AUTHOR=Linedale Ecushla C. , Bills Eleanor , Dimopoulos Anastasia , Yeoh Jackie , Nolan Mandy , Hume Vicki , Coles Sharyn , Andrews Jane M. TITLE=Development of a feasible and acceptable digital prehabilitation pathway to improve elective surgical outcomes JOURNAL=Frontiers in Digital Health VOLUME=5 YEAR=2023 URL=https://www.frontiersin.org/journals/digital-health/articles/10.3389/fdgth.2023.1054894 DOI=10.3389/fdgth.2023.1054894 ISSN=2673-253X ABSTRACT=Objective(s)

To codesign and assess the feasibility, acceptability, and appropriateness of a hospital-initiated, community delivered approach to health optimization (prehab) prior to planned surgery.

Design

Participatory codesign combined with a prospective, observational cohort study (April–July 2022).

Setting

A large metropolitan tertiary referral service with 2 participating hospitals.

Participants

All people referred for orthopaedic assessment for joint replacement surgery (hip or knee) triaged as category 2 or 3. Exclusions: category 1; no mobile number.
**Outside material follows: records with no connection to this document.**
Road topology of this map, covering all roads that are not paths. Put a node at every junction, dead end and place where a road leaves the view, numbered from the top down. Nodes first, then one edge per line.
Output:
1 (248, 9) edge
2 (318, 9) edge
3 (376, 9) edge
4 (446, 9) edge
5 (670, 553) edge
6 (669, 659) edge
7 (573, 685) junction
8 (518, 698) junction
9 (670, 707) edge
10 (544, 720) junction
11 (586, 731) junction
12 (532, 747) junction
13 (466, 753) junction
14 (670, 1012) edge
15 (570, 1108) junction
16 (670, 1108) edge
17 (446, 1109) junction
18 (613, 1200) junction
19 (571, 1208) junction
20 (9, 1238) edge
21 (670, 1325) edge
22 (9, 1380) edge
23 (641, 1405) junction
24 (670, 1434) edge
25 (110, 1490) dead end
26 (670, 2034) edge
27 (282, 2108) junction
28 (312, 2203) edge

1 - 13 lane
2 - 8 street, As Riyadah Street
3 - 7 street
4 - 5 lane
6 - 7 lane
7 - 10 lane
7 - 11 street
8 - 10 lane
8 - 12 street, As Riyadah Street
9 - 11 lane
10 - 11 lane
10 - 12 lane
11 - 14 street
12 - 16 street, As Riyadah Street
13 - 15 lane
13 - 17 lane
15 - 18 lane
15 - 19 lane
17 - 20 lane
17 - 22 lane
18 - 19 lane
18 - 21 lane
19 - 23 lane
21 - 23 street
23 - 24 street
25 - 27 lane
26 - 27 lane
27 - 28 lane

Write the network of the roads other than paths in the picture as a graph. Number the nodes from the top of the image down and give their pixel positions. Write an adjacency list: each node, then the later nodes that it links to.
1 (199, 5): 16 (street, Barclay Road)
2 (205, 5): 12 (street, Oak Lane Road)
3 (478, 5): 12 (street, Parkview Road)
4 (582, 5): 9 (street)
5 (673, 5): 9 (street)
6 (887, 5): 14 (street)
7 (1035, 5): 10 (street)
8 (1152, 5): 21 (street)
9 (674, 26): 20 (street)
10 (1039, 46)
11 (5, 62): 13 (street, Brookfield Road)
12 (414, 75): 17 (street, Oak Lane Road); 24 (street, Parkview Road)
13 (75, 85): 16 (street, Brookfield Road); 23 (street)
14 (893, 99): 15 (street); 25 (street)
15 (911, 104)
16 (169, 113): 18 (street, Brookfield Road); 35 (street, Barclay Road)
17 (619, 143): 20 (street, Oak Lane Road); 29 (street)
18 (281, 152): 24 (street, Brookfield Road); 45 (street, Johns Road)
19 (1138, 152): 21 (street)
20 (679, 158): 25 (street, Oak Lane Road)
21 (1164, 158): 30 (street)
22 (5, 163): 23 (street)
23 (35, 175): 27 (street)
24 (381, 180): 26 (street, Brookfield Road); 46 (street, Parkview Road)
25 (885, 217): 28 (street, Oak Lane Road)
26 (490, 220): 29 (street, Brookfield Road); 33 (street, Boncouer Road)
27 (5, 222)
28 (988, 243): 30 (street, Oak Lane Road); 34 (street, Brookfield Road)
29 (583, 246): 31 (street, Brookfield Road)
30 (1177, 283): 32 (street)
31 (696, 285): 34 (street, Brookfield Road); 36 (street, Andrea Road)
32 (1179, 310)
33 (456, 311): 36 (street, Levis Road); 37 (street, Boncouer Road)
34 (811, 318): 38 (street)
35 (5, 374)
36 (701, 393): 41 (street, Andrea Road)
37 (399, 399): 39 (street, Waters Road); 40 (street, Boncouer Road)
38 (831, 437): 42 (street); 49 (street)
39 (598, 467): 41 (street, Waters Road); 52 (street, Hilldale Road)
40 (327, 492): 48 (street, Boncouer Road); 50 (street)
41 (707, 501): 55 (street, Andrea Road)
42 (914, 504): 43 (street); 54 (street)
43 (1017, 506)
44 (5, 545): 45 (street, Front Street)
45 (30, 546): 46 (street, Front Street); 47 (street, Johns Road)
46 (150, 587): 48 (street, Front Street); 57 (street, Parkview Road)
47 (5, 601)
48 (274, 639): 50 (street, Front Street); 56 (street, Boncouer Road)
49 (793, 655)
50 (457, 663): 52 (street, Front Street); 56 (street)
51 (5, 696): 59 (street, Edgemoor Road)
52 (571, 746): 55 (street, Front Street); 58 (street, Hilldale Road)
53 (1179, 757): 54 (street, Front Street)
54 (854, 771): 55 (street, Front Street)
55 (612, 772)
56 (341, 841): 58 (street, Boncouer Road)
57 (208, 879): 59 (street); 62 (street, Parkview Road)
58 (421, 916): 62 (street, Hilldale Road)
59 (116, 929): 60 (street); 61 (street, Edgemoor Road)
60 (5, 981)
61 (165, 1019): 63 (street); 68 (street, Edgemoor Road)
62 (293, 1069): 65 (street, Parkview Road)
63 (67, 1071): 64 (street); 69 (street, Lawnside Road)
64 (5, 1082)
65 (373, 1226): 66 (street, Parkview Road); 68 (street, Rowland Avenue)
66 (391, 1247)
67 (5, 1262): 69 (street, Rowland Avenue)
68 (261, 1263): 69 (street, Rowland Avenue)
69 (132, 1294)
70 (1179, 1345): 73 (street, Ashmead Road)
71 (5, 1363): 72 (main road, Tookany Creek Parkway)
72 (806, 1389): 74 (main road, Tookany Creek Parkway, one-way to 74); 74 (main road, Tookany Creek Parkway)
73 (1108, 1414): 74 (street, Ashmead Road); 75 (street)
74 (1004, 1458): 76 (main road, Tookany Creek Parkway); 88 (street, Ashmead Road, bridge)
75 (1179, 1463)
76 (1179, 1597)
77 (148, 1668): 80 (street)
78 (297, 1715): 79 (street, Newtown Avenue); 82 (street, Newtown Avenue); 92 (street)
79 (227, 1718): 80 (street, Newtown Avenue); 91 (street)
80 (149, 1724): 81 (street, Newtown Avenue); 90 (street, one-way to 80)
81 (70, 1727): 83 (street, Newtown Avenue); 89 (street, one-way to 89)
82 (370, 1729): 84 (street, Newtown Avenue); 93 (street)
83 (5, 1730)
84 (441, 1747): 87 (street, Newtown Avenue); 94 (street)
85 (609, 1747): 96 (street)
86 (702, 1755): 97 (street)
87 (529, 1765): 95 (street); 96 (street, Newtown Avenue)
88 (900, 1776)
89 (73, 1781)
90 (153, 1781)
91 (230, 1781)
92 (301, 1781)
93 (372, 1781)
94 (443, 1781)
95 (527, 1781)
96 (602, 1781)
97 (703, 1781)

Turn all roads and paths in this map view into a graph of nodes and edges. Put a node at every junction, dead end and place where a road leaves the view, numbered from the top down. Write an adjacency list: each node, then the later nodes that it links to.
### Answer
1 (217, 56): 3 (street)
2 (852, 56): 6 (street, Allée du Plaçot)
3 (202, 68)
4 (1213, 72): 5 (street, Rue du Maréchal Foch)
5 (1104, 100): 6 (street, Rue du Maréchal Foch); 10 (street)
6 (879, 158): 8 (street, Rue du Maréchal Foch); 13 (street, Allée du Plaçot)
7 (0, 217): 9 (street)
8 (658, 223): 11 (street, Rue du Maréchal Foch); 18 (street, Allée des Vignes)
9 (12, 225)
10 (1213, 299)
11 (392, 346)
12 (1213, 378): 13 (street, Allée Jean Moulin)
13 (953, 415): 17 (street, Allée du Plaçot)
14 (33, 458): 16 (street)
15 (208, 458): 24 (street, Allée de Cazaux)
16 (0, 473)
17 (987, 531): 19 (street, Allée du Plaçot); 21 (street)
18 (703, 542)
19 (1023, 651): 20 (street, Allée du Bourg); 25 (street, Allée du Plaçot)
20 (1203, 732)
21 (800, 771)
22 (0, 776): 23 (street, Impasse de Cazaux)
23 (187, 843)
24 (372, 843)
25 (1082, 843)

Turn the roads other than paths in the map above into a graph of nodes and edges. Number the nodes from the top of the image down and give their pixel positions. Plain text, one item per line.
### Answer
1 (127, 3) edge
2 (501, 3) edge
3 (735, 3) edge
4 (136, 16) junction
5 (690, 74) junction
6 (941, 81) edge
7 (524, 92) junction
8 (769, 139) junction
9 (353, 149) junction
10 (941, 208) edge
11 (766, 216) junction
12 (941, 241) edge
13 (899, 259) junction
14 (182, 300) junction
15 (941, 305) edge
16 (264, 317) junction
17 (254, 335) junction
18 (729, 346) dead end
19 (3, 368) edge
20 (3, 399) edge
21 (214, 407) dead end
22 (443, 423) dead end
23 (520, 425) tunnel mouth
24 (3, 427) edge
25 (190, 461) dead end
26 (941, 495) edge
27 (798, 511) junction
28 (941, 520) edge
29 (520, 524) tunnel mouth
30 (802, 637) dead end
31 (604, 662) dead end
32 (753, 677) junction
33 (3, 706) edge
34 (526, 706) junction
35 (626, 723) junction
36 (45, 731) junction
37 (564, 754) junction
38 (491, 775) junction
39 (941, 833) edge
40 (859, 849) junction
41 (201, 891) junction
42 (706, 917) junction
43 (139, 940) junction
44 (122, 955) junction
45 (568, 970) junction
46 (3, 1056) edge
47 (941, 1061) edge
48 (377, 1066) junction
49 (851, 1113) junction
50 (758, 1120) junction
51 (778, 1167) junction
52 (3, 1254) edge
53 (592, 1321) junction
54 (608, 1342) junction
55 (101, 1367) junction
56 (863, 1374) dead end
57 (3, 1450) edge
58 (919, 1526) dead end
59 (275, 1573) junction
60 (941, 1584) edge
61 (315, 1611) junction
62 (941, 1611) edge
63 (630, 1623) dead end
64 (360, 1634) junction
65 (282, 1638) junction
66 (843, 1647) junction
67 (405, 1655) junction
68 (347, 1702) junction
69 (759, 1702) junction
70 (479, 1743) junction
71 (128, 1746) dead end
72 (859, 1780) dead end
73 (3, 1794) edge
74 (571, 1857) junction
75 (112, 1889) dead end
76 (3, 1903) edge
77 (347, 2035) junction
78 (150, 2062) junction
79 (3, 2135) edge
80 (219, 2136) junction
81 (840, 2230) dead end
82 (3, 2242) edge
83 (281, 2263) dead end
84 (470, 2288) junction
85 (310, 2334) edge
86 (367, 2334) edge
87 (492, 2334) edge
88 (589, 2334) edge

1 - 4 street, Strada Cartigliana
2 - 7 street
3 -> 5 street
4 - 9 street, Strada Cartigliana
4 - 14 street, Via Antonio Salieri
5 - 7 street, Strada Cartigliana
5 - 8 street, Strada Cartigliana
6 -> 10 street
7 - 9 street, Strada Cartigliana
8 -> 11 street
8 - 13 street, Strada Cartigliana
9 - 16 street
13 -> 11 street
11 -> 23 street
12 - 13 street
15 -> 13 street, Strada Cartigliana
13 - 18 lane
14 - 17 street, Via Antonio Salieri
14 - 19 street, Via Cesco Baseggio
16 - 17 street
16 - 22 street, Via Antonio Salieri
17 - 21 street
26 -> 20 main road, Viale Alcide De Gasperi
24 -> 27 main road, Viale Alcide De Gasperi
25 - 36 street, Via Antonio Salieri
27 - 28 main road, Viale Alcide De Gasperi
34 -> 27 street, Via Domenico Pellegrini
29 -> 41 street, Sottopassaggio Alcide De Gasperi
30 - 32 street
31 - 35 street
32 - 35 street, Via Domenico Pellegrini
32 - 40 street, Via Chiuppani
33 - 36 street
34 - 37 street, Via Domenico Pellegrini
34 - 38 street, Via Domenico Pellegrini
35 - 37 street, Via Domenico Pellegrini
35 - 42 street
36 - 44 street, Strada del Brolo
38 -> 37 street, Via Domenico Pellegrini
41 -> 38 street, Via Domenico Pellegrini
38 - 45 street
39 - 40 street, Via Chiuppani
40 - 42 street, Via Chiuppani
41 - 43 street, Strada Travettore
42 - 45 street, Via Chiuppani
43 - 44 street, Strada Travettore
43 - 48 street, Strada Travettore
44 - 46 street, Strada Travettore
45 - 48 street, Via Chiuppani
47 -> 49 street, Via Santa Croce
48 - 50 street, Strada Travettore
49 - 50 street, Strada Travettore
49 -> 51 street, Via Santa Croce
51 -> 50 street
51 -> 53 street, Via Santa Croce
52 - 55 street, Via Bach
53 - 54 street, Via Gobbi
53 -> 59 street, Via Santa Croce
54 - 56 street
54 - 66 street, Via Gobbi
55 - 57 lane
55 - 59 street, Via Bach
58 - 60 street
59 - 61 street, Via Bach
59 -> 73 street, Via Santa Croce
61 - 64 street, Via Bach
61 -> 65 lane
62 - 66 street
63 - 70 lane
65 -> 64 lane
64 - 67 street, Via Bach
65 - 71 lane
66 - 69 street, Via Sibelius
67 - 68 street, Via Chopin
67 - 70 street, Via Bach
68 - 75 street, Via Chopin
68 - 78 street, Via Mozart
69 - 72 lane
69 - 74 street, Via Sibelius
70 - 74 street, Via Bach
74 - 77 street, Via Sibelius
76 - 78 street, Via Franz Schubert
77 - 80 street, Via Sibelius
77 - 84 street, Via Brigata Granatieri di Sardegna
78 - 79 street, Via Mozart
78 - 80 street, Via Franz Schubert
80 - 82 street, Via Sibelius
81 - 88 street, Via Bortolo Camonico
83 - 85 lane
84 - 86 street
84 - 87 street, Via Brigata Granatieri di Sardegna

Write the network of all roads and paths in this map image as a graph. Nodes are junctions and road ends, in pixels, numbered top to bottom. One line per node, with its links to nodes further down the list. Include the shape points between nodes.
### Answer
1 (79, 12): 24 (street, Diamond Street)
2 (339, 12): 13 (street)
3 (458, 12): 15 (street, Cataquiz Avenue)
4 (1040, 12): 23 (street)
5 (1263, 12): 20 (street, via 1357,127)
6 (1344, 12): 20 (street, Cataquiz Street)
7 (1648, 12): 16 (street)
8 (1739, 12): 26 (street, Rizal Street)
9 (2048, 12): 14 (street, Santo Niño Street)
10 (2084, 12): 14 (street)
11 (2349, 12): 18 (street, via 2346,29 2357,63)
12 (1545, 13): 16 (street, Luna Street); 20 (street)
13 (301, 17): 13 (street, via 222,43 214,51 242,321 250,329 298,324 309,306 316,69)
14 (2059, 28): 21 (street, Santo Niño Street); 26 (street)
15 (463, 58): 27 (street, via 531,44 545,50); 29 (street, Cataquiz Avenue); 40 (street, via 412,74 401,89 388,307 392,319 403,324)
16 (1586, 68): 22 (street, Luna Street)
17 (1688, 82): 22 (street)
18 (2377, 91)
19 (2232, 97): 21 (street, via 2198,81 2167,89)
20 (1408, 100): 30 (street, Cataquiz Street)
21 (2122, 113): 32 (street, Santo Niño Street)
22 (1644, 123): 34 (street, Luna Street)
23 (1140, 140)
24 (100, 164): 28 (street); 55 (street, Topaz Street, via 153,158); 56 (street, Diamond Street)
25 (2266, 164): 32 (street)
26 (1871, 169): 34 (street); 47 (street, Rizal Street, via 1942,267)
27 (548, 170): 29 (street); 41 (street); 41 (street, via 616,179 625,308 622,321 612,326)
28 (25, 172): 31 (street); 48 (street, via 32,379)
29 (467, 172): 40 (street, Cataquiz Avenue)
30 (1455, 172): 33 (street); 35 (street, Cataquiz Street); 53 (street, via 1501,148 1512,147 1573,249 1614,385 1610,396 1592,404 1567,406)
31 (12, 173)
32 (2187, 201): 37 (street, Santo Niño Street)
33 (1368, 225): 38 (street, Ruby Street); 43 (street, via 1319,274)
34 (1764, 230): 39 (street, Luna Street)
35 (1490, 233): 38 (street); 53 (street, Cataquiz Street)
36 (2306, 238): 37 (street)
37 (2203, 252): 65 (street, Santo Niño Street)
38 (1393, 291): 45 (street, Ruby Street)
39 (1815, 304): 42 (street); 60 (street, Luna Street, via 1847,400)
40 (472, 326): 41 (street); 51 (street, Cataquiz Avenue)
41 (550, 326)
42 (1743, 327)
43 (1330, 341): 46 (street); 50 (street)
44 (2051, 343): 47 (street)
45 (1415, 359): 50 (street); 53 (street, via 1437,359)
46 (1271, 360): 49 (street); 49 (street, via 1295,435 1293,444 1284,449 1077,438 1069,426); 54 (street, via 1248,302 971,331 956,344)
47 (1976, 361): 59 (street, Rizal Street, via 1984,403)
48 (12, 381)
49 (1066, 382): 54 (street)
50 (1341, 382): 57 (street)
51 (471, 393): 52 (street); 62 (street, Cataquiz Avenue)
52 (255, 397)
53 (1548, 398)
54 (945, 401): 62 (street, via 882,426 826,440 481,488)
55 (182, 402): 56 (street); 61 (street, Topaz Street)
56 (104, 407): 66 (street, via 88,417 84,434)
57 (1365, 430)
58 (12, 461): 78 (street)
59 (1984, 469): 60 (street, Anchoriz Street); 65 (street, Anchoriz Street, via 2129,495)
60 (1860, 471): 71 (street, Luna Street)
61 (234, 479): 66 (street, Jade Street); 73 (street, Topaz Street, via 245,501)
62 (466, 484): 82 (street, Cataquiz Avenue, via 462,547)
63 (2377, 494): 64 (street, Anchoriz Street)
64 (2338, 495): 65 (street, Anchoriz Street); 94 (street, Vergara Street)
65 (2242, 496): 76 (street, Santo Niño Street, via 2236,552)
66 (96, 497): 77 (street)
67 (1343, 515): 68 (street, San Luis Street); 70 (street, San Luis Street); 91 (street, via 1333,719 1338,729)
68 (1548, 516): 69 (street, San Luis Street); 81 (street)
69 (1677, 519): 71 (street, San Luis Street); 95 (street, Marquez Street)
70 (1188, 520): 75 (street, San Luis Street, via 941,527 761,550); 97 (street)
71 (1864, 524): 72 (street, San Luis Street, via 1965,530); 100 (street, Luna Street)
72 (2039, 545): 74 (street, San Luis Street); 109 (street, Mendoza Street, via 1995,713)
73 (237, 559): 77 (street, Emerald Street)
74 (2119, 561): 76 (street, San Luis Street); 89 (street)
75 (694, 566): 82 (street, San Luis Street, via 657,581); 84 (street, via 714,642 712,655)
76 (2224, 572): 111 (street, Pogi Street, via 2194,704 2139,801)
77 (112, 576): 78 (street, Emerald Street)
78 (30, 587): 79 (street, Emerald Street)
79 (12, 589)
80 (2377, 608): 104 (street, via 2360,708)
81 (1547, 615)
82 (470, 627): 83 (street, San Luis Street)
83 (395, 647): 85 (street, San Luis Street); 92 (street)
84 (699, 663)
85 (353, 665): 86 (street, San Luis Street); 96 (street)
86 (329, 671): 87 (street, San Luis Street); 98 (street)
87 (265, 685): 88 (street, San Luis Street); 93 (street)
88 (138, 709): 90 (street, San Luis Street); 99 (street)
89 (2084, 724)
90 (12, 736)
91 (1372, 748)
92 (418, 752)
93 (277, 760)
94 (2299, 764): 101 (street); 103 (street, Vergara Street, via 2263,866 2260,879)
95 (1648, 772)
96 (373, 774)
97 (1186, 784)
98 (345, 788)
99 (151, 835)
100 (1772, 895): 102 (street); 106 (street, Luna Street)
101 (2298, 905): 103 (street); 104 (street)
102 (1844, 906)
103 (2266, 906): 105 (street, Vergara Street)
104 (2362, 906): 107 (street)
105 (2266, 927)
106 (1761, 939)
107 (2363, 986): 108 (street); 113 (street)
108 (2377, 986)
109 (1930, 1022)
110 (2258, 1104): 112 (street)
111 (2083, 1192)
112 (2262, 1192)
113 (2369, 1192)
Response rate 80%.

Intervention

My PreHab Program is a digitally enabled pathway that screens participants for modifiable risk factors for post-operative complications and provides tailored information to enable health optimization prior to surgery with the help of their regular doctor.

Outcome measures

Acceptability, feasibility, appropriateness, and engagement with the program.

Results

36/45 (80%) registered for the program (ages 45–85 yrs.), completed the health-screening survey and had ≥1 modifiable risk factor. Eighteen responded to the consumer experience questionnaire: 11 had already seen or scheduled an appointment with their General Practitioner and 5 planned to. 10 had commenced prehab and, 7 planned to. Half indicated they were likely (n = 7) or very likely (n = 2) to recommend My PreHab Program to others. The My PreHab Program scored an average 3.4 (SD 0.78) for acceptability, 3.5 (SD 0.62) for appropriateness, and 3.6 (SD 0.61) for feasibility, out of a score of 5.

Conclusion(s)

This digitally delivered intervention is acceptable, appropriate, and feasible to support a hospital-initiated, community-based prehab program.